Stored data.

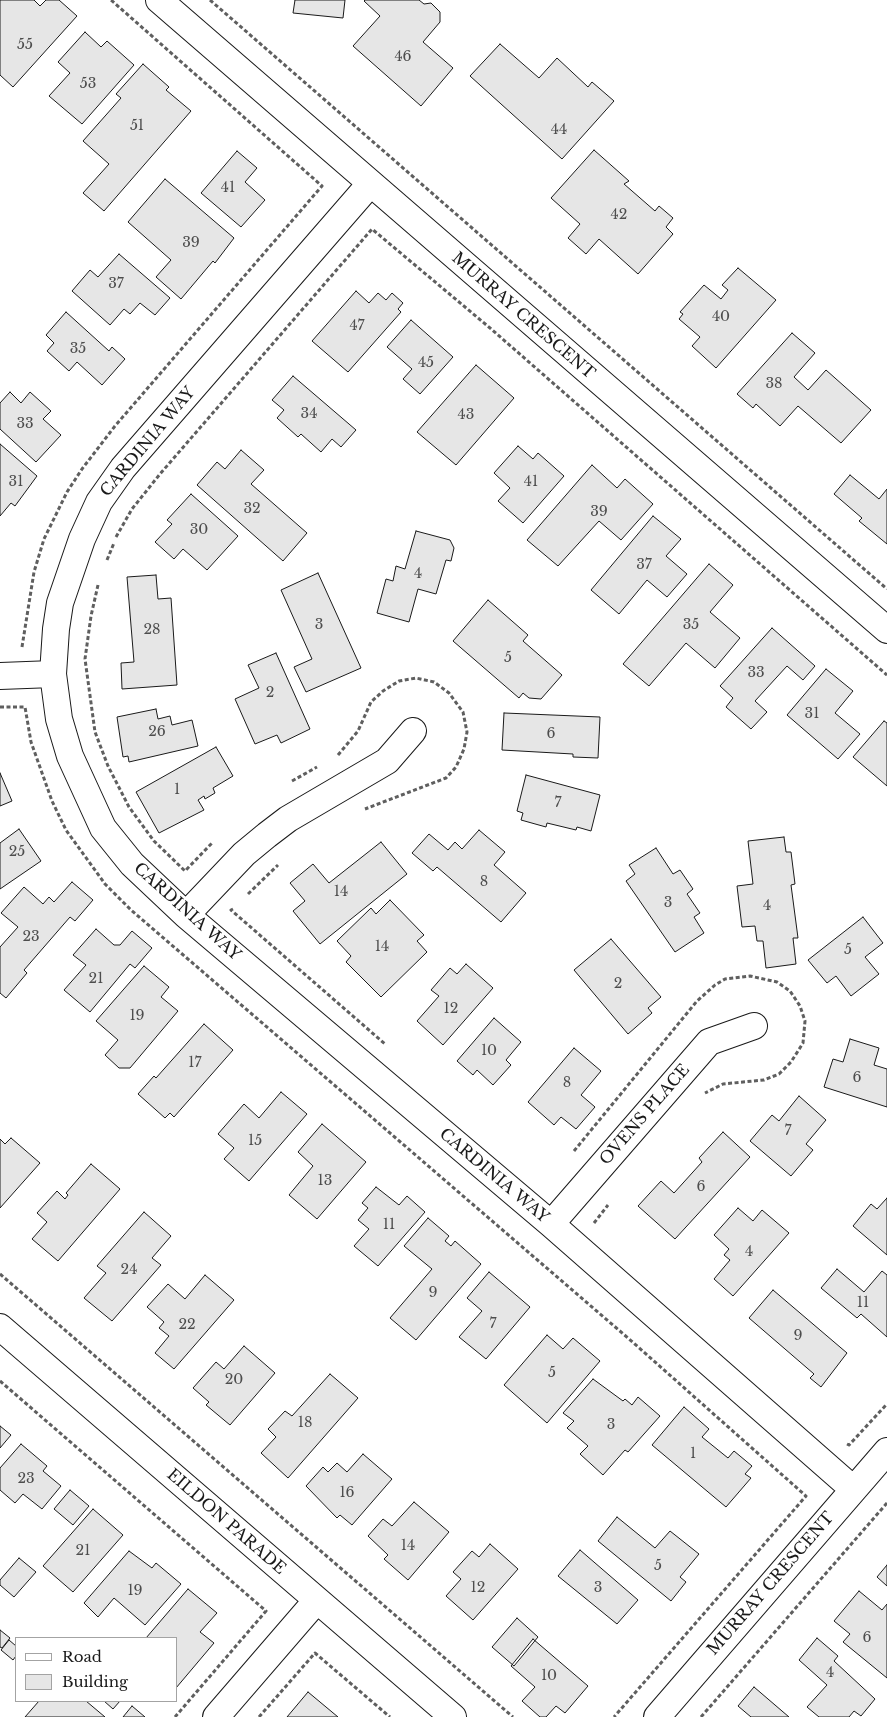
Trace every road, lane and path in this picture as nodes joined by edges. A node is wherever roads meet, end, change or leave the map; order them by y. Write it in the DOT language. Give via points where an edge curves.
graph roads {
  1 [pos="111,0"];
  2 [pos="159,0"];
  3 [pos="210,0"];
  4 [pos="370,184"];
  5 [pos="322,186"];
  6 [pos="106,563"];
  7 [pos="100,578"];
  8 [pos="887,589"];
  9 [pos="887,630"];
  10 [pos="53,674"];
  11 [pos="887,674"];
  12 [pos="0,676"];
  13 [pos="0,707"];
  14 [pos="24,707"];
  15 [pos="413,731"];
  16 [pos="185,871"];
  17 [pos="186,915"];
  18 [pos="754,1026"];
  19 [pos="551,1224"];
  20 [pos="0,1274"];
  21 [pos="0,1327"];
  22 [pos="0,1381"];
  23 [pos="887,1404"];
  24 [pos="849,1445"];
  25 [pos="887,1451"];
  26 [pos="853,1489"];
  27 [pos="806,1496"];
  28 [pos="887,1503"];
  29 [pos="317,1600"];
  30 [pos="176,1717"];
  31 [pos="216,1717"];
  32 [pos="259,1717"];
  33 [pos="390,1717"];
  34 [pos="453,1717"];
  35 [pos="513,1717"];
  36 [pos="614,1717"];
  37 [pos="657,1717"];
  38 [pos="701,1717"];
  1 -- 5 [label="path"];
  2 -- 4 [label="street, MURRAY CRESCENT"];
  3 -- 8 [label="path"];
  4 -- 9 [label="street, MURRAY CRESCENT"];
  4 -- 10 [label="street, CARDINIA WAY" via="130,461 100,502 82,539 60,603"];
  6 -- 11 [label="path" via="132,509 372,229"];
  7 -- 16 [label="path" via="85,659 95,732 129,807 154,841"];
  10 -- 12 [label="street"];
  10 -- 17 [label="street, CARDINIA WAY" via="59,719 70,756 103,828 132,864"];
  13 -- 14 [label="path"];
  15 -- 17 [label="street" via="387,761 288,819 267,835 244,854"];
  17 -- 19 [label="street, CARDINIA WAY"];
  18 -- 19 [label="street, OVENS PLACE" via="709,1042"];
  19 -- 26 [label="street, CARDINIA WAY"];
  20 -- 35 [label="path"];
  21 -- 29 [label="street, EILDON PARADE"];
  22 -- 30 [label="path" via="266,1611"];
  23 -- 24 [label="path"];
  25 -- 26 [label="street, MURRAY CRESCENT"];
  26 -- 37 [label="street, MURRAY CRESCENT"];
  27 -- 36 [label="path"];
  28 -- 38 [label="path"];
  29 -- 31 [label="street"];
  29 -- 34 [label="street, EILDON PARADE"];
  32 -- 33 [label="path" via="315,1653"];
}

Task directions. Would you return all the data exactly as given, minus the pictures?

Response below.
Trace every road, lane and path in this picture as nodes joined by edges. A node is wherever roads meet, end, change or leave the map; order them by y. Write it in the DOT language. Give via points where an edge curves.
graph roads {
  1 [pos="111,0"];
  2 [pos="159,0"];
  3 [pos="210,0"];
  4 [pos="370,184"];
  5 [pos="322,186"];
  6 [pos="106,563"];
  7 [pos="100,578"];
  8 [pos="887,589"];
  9 [pos="887,630"];
  10 [pos="53,674"];
  11 [pos="887,674"];
  12 [pos="0,676"];
  13 [pos="0,707"];
  14 [pos="24,707"];
  15 [pos="413,731"];
  16 [pos="185,871"];
  17 [pos="186,915"];
  18 [pos="754,1026"];
  19 [pos="551,1224"];
  20 [pos="0,1274"];
  21 [pos="0,1327"];
  22 [pos="0,1381"];
  23 [pos="887,1404"];
  24 [pos="849,1445"];
  25 [pos="887,1451"];
  26 [pos="853,1489"];
  27 [pos="806,1496"];
  28 [pos="887,1503"];
  29 [pos="317,1600"];
  30 [pos="176,1717"];
  31 [pos="216,1717"];
  32 [pos="259,1717"];
  33 [pos="390,1717"];
  34 [pos="453,1717"];
  35 [pos="513,1717"];
  36 [pos="614,1717"];
  37 [pos="657,1717"];
  38 [pos="701,1717"];
  1 -- 5 [label="path"];
  2 -- 4 [label="street, MURRAY CRESCENT"];
  3 -- 8 [label="path"];
  4 -- 9 [label="street, MURRAY CRESCENT"];
  4 -- 10 [label="street, CARDINIA WAY" via="130,461 100,502 82,539 60,603"];
  6 -- 11 [label="path" via="132,509 372,229"];
  7 -- 16 [label="path" via="85,659 95,732 129,807 154,841"];
  10 -- 12 [label="street"];
  10 -- 17 [label="street, CARDINIA WAY" via="59,719 70,756 103,828 132,864"];
  13 -- 14 [label="path"];
  15 -- 17 [label="street" via="387,761 288,819 267,835 244,854"];
  17 -- 19 [label="street, CARDINIA WAY"];
  18 -- 19 [label="street, OVENS PLACE" via="709,1042"];
  19 -- 26 [label="street, CARDINIA WAY"];
  20 -- 35 [label="path"];
  21 -- 29 [label="street, EILDON PARADE"];
  22 -- 30 [label="path" via="266,1611"];
  23 -- 24 [label="path"];
  25 -- 26 [label="street, MURRAY CRESCENT"];
  26 -- 37 [label="street, MURRAY CRESCENT"];
  27 -- 36 [label="path"];
  28 -- 38 [label="path"];
  29 -- 31 [label="street"];
  29 -- 34 [label="street, EILDON PARADE"];
  32 -- 33 [label="path" via="315,1653"];
}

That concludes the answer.